Now compare Asheboro to where I live on the south side of Milwaukee. I literally have a PokeStop across the street from my house that I can access in my apartment. I can spin it all day long, stocking up on any of the items I need and occasionally catching Pokemon while I’m at it. I live in walking distance of no fewer than five Gyms, and probably more if I were up to walking further. There are also at least a dozen PokeStops near me, and I’m close to a number of parks that have even more. While I see my abundant share of Pidgey, Ratata, and Sentret, I also frequently encounter Pokemon like Marrill, Murkrow, and Magnemite (alliteration unintended), as well as Natu, Drowzee, and Jigglypuff.
Now, lastly, let me compare this to downtown Milwaukee and the East Side–the most affluent areas of the city.

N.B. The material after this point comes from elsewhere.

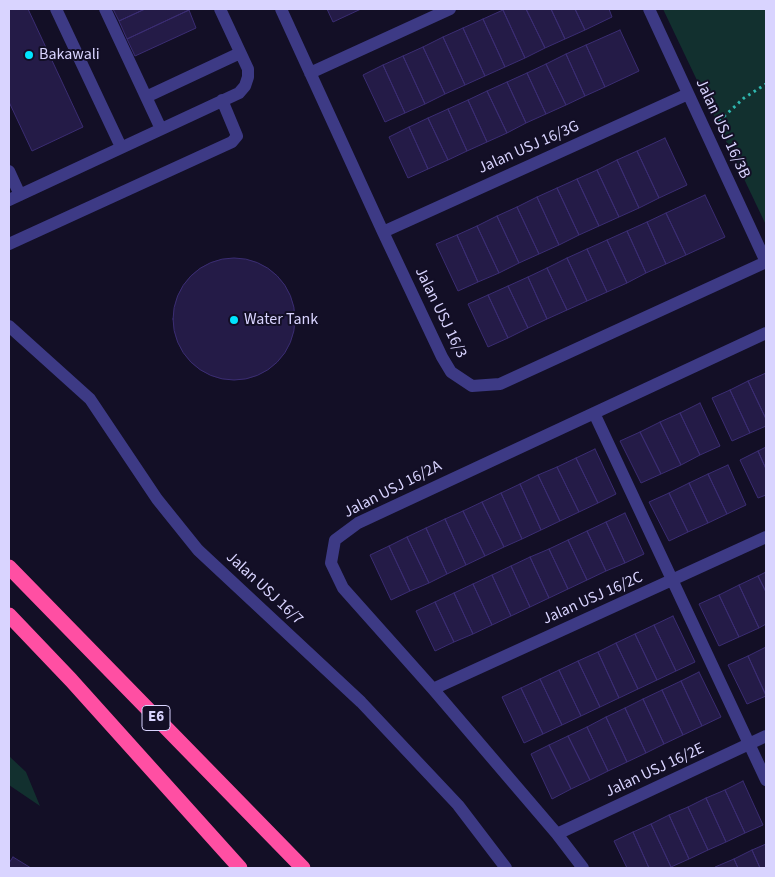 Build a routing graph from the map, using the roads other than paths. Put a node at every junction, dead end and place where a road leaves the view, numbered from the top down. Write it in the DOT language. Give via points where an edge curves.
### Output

Not only do PokeStops abound, sometimes four on a single corner, due to a mixture of prevalent landmarks and paid-for locations at well-known restaurants, there are also many more Gyms closely packed together. What’s worse is what’s next: The Pokemon that appear in these areas are significantly rarer than those appearing elsewhere, and it’s not uncommon to encounter any number of Jinx, Dratini, Machop, Geodude, Vulpix, Growlithe, Abra, and on and on. Remember that date I went on at Lake Park? Sure, the park’s beautiful with a great view of Lake Michigan, but we hadn’t gone for the view; we’d gone for the PokeStops and rare Pokemon.
Players living in each of these locations have equal opportunity to invest cash into their games for items like Egg Incubators to hatch Pokemon or Premium Raid Passes to participate in additional Raid Battles–but these players do not have equal access to the utility of these items. There are some rural players who don’t live close enough to PokeStops or Gyms to ever receive Pokemon Eggs or be able to take on a Raid Battle.
I am certain that Niantic hasn’t intentionally created this inequality, especially regarding the placement of Pokemon Gyms and PokeStops, which I believe are generated algorithmically based upon Google Maps data, supporting the fact that more affluent areas with more landmarks would be more heavily populated than less affluent area.
However, that alone shouldn’t perpetuate a system in which different players have different access to Pokemon. If we were discussing main-series games on the Game Boy, players in any location, of any socioeconomic class, would have access to all the same creatures in all the same places–but in Pokemon Go, this simply is not the case.
One might argue that this is how Pokemon would be distributed if we actually lived in the Pokemon world, but that argument wouldn’t sway anyone because if that were the case, that Pokemon appear here like they would in the Pokemon world, there’s no way that I’d be able to catch a Horsea–a fully aquatic animal–in the middle of the street.
Unfortunately, despite all the ideas I have for how Niantic can remedy the other problems facing Pokemon Go, I’m out of ideas on this one. It just doesn’t seem fair that the game itself can be either exciting or not even playable just because of where you live, and to me, that breaks down the equal playing field Pokemon always created among me and my friends. Our net worth never mattered then, and it shouldn’t matter now.
I enjoy playing Pokemon Go, and I look forward to another year of growth for the app–but that growth must exist, or this app will fade away, even for Pokemon fans like me.